Your objective
Your answer is every line of the material below in which the string "Oltra" occurs.

======== Extracted entries

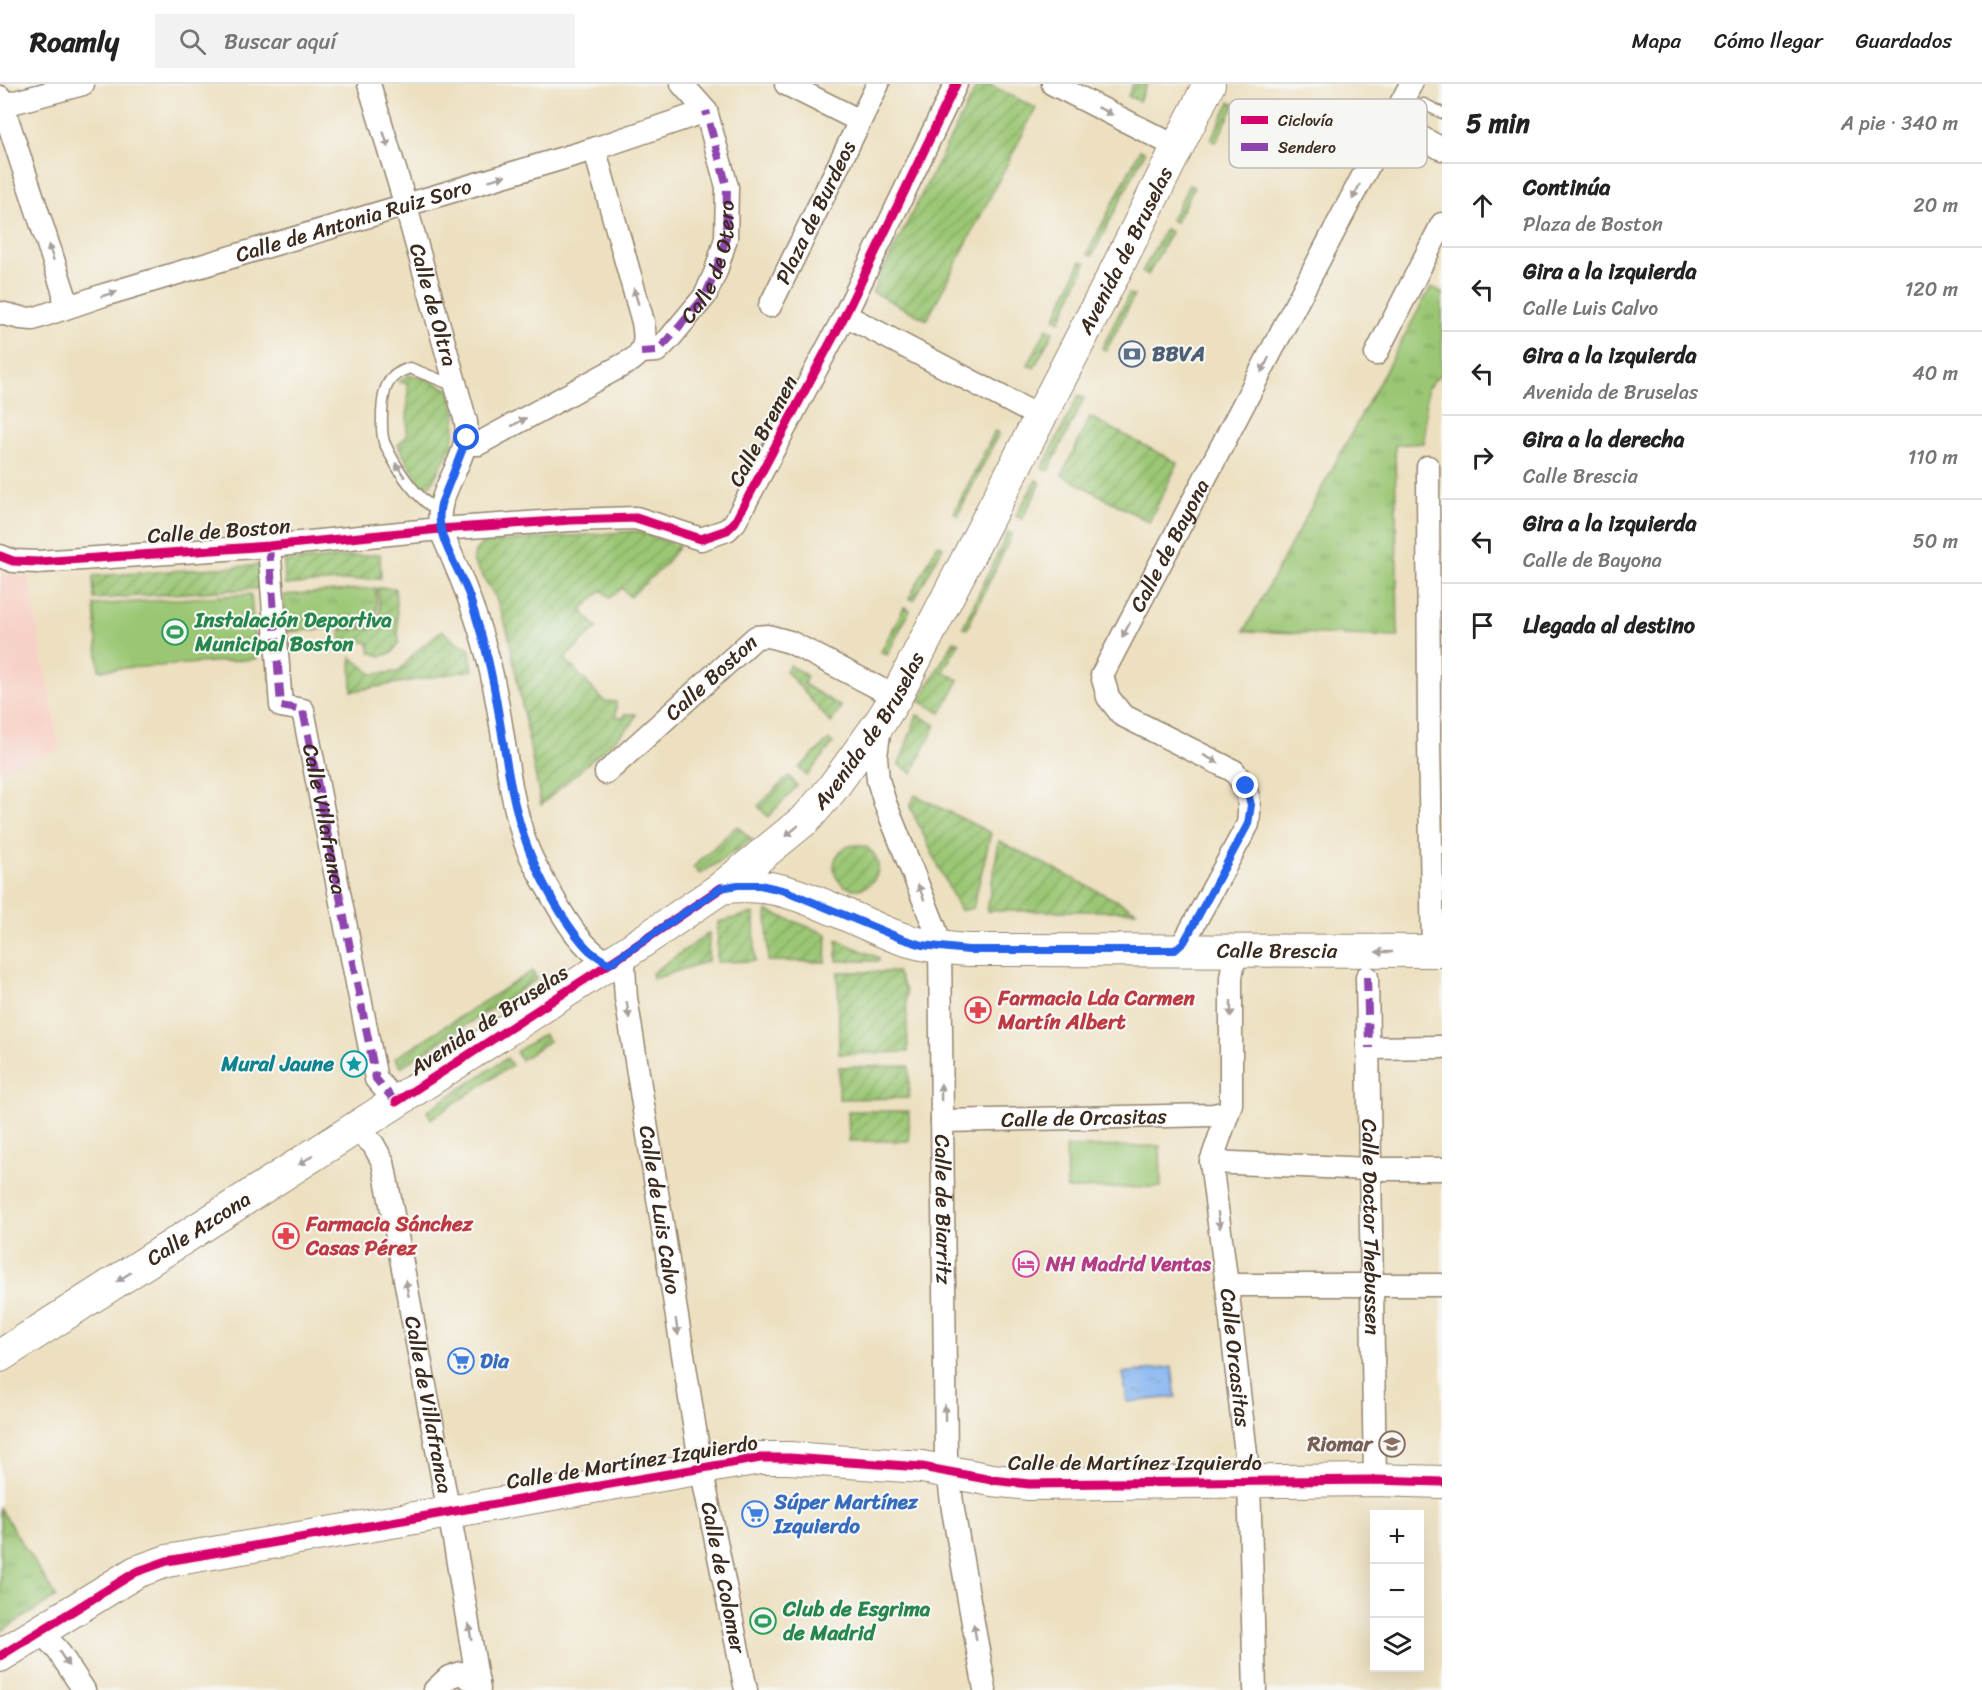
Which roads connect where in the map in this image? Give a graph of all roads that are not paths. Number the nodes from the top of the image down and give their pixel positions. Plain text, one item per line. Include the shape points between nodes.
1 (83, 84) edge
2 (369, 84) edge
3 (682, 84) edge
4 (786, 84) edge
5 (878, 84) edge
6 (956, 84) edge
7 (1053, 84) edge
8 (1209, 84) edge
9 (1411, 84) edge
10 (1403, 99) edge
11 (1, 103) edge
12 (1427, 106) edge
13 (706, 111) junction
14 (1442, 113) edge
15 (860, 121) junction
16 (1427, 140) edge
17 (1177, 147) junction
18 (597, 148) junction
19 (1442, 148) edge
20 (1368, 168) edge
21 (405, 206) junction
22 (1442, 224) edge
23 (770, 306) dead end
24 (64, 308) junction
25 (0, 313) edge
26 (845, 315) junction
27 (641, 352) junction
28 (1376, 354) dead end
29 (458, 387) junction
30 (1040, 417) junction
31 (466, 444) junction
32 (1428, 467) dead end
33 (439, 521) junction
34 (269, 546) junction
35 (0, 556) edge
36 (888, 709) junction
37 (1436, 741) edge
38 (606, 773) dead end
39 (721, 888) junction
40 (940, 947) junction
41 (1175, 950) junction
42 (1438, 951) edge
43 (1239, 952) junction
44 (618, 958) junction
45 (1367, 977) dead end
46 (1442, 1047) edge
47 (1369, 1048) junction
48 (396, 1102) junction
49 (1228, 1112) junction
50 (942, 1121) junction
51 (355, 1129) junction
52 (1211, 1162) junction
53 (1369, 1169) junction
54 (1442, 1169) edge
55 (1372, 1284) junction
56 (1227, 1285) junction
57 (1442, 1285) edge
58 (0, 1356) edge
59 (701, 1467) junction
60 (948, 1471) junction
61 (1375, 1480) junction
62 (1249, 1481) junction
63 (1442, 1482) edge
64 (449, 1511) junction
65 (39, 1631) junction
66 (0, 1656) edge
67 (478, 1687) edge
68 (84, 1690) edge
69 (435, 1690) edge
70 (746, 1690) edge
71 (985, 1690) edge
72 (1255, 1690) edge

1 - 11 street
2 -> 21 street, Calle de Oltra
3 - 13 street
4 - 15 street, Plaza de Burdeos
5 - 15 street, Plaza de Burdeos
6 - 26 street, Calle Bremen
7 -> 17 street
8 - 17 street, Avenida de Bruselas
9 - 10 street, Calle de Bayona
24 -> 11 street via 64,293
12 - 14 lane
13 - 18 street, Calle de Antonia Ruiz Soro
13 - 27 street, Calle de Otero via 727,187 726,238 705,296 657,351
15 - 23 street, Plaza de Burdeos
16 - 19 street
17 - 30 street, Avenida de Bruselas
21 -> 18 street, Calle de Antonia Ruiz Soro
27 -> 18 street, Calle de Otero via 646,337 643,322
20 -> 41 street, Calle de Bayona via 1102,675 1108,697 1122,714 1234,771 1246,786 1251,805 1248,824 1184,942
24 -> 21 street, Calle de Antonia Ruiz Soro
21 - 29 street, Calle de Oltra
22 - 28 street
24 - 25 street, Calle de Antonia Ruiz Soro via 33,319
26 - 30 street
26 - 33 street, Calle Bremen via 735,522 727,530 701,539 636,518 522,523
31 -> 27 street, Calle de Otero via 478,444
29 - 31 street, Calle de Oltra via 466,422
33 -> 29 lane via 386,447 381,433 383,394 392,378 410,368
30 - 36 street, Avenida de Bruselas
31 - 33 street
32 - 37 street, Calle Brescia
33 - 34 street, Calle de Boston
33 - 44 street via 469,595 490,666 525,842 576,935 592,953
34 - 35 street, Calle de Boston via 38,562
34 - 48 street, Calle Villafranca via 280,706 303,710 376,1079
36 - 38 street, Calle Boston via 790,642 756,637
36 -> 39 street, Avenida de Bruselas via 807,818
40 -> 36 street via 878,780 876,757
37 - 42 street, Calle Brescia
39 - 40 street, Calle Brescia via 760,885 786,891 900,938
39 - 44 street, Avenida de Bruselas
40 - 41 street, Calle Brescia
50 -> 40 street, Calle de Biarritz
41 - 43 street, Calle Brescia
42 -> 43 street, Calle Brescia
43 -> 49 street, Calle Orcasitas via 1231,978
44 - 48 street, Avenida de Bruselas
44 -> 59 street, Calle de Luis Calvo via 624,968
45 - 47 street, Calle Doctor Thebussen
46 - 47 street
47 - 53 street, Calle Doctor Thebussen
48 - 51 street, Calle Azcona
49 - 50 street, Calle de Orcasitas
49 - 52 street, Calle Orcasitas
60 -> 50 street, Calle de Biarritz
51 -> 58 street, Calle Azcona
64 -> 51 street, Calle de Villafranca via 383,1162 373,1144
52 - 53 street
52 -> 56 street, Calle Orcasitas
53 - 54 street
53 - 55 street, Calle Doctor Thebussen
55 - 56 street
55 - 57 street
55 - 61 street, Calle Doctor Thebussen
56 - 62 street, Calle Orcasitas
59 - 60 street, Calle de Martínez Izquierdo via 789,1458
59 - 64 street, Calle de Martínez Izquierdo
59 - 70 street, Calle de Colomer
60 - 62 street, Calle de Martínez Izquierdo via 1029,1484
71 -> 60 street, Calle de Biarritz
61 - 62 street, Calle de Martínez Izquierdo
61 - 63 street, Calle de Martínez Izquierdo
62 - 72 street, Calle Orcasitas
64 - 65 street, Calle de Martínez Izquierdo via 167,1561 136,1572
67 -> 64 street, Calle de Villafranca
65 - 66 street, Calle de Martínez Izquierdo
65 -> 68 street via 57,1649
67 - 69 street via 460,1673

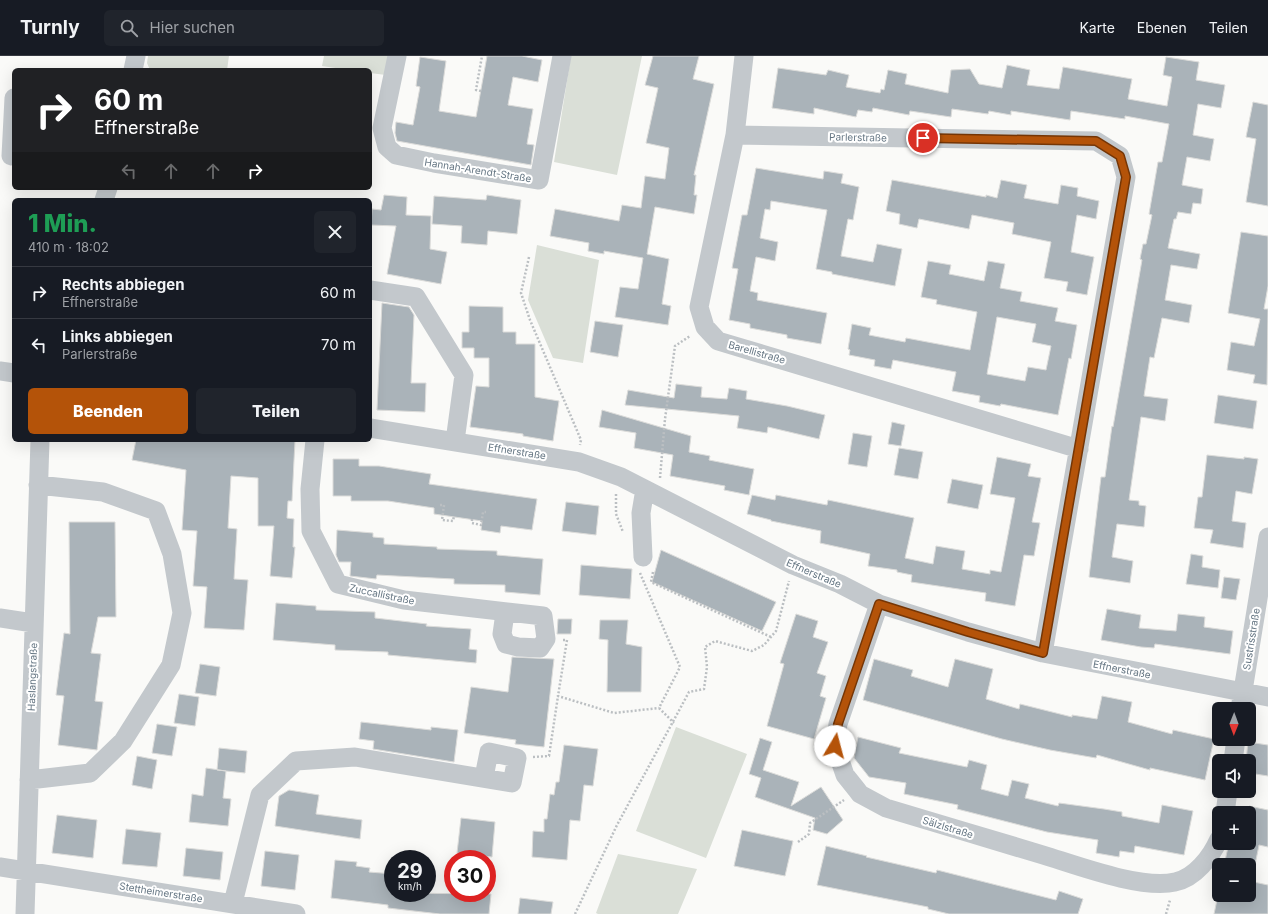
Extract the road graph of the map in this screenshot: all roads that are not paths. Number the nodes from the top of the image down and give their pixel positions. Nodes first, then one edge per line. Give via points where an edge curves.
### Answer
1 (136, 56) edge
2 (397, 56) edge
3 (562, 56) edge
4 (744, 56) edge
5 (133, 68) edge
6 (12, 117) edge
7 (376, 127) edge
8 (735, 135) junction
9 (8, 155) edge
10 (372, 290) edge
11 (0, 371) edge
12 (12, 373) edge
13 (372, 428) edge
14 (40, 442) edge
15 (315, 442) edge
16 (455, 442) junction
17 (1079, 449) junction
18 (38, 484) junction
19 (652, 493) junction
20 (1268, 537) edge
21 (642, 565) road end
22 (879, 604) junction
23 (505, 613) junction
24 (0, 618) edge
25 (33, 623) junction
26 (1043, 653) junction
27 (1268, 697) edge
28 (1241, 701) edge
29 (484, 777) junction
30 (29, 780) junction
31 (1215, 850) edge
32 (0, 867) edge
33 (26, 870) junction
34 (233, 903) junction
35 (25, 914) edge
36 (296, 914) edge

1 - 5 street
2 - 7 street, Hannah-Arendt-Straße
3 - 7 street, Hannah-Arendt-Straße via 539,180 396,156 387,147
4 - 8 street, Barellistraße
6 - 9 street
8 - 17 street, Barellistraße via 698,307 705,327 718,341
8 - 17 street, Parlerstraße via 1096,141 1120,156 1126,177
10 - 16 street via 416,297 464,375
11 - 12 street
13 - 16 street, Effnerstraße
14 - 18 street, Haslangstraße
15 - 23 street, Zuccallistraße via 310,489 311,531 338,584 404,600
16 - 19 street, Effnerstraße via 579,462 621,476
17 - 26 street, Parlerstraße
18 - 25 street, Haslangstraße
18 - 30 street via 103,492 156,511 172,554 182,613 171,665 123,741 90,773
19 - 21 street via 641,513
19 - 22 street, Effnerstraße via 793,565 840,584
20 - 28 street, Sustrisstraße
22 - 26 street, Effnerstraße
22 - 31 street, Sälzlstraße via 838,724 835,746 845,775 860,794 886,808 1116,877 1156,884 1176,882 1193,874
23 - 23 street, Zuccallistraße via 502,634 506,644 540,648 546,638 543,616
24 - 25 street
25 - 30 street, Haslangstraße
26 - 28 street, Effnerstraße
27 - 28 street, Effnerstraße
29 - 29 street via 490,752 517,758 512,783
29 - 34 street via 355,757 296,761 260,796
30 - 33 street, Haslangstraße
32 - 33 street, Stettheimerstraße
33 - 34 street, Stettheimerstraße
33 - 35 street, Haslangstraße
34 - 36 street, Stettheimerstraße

================

Response area
2 -> 21 street, Calle de Oltra
21 - 29 street, Calle de Oltra
29 - 31 street, Calle de Oltra via 466,422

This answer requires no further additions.